It’s great to accumulate wealth by investing and saving you money, but did you know that taxes can take a large bite from your investments? Every investor, including those with 401(k)’s, IRA’s, and traditional brokerage accounts need to be aware of the impact of taxes. Here are a few tips and items to watch out for:
401(k)’s: A 401(k) can be a great way to save money for retirement as it is automatically deducted from your paycheck every time you get paid. If you are in the 25% tax bracket, every $1,000 you contribute saves $250 in taxes, plus savings for state taxes as well. You want to contribute as much as possible to reduce your taxes and save for retirement, especially if your employer has a matching contribution.
There is one common mistake that I do see often with 401(k) accounts and that is withdrawing money before retiring. It could be because you really need the money or you switched jobs and cashed out your account. You must resist the temptation to do this! Generally, there is a 10% early withdrawal penalty plus you will owe income taxes on the money withdrawn. This can easily add up to a third or even half of the money lost to taxes that you have withdrawn!
IRA’s: An IRA (individual retirement account) has similar tax characteristics of a 401(k). A strategy to maximize the tax-efficiency of your IRA may be to convert some or all to a Roth IRA. A Roth IRA has more favorable tax aspects as there are no taxes when you make a qualified withdrawal. Before making this decision, a thorough analysis should be done to make certain this strategy is beneficial for your situation.
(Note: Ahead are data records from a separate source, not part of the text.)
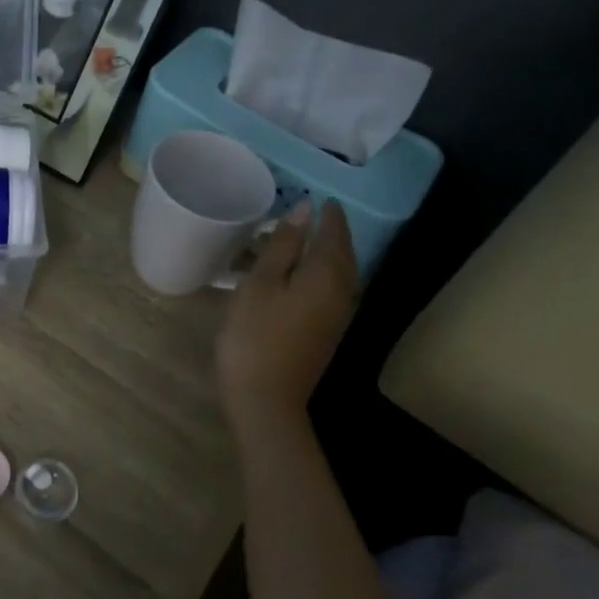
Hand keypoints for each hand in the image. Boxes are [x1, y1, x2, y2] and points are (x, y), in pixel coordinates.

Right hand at [217, 201, 360, 423]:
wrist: (266, 400)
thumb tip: (305, 211)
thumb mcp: (260, 284)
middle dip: (329, 232)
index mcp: (328, 275)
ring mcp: (337, 315)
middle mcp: (343, 291)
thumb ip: (284, 245)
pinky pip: (329, 290)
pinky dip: (317, 274)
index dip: (327, 214)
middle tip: (310, 215)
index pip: (334, 233)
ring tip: (299, 241)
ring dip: (324, 253)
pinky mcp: (327, 332)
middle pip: (343, 253)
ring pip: (337, 273)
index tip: (318, 198)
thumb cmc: (255, 336)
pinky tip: (296, 276)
Traditional Brokerage Account: A regular taxable investment account needs to be monitored closely to make sure you are not unnecessarily paying taxes. There are three straightforward ways to do this:
- Invest in tax-efficient mutual funds, ETF’s, and reduce the number of times you trade in your account. Every time stocks or bonds are sold, it may result in additional taxes
- Hold your investments for longer than one year to pay lower capital gains tax rates. This strategy compliments the first point.
- Compare the returns of tax-free municipal bonds to regular bonds to see which produces the higher overall rate of return.